Let $K: [0,1] \times [0,1] \to \mathbb{R}$ be continuous. Let $f_n : [0,1] \to \mathbb{R}^n$ be continuous and uniformly bounded. Define
$$g_n(x) = \int_{0}^{1} K(x,y) f_n(y) \ dy, \ \ x \in [0,1], n \geq 1.$$ Show that the sequence $\{g_n(x) \}$ is uniformly bounded and equicontinuous.
Attempt:
To show that the sequence is uniformly bounded, we must show there exists an $M$ such that $|g_n(x)| \leq M,\ \forall n \in \mathbb{N}$ and for all x.
Since $f_n(x)$ are uniformly bounded, we have that $|f_n(x)| \leq M'$. Since $K(x,y)$ is continuous on a compact interval, we have that $K(x,y)$ reaches a maximum := $N$. Thus, $$|g_n(x)| = \left|\int_{0}^{1} K(x,y) f_n(y) \ dy\right| \leq \left|M' \int_{0}^{1} K(x,y) \ dy\right| \leq |M'N(1-0)| := M.$$ Thus, the sequence $\{g_n(x)\}$ is uniformly bounded.

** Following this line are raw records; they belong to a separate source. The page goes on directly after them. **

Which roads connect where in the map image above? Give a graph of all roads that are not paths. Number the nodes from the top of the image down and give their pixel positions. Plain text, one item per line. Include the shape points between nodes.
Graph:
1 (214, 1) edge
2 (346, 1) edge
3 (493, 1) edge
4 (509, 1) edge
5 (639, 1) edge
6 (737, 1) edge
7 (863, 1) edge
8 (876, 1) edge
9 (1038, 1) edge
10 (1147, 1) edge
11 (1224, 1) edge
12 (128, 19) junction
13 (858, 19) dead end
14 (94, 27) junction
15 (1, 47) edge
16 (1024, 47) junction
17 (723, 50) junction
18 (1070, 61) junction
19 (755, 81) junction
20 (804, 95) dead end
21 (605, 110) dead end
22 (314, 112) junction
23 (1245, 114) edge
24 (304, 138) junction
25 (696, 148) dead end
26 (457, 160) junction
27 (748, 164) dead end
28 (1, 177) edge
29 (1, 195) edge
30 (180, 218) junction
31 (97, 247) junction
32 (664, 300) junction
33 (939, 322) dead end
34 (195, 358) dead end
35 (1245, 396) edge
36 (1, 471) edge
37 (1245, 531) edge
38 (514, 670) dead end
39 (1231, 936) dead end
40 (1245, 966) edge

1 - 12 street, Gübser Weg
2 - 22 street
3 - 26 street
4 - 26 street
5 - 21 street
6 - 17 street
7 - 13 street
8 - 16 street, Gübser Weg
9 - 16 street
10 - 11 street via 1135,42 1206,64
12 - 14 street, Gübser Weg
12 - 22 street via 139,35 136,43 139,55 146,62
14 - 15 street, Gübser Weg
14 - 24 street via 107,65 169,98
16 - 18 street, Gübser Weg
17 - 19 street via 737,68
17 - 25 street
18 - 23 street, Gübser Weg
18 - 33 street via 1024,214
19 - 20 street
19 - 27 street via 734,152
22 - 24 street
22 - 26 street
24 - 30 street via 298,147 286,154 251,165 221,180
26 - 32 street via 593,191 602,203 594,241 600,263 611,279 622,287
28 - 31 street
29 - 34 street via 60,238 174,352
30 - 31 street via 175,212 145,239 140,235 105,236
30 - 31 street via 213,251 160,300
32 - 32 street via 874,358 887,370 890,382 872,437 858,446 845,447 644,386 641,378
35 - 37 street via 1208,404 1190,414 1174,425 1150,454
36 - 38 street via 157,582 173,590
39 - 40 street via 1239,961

To show that the sequence is equicontinuous, we must show that for every $\epsilon > 0$ there exists a $\delta$ (which can depend on $x_0$) such that $|g_n(x) - g_n(x_0)| < \epsilon$ when $|x-x_0| < \delta.$ Well, $$|g_n(x) - g_n(x_0)| = \left|\int_{0}^{1} K(x,y) f_n(y) \ dy - \int_{0}^{1} K(x_0,y) f_n(y) \ dy\right| \leq M' \left|\int_{0}^{1} K(x,y) - K(x_0, y) \ dy \right|.$$
Since $K$ is uniformly continuous (because $K$ is continuous on a compact set), we have that $|K(x,y) - K(x_0, y)| < \epsilon/M'$ whenever $|x-x_0| < \delta$.
So, we get $$|g_n(x) - g_n(x_0)| \leq M' \left|\int_{0}^{1} K(x,y) - K(x_0, y) \ dy \right| \leq M' \int_{0}^{1} |K(x,y) - K(x_0, y)| \ dy \leq \ M'\epsilon/M' = \epsilon$$ whenever $|x-x_0| < \delta.$ Hence, the sequence is equicontinuous.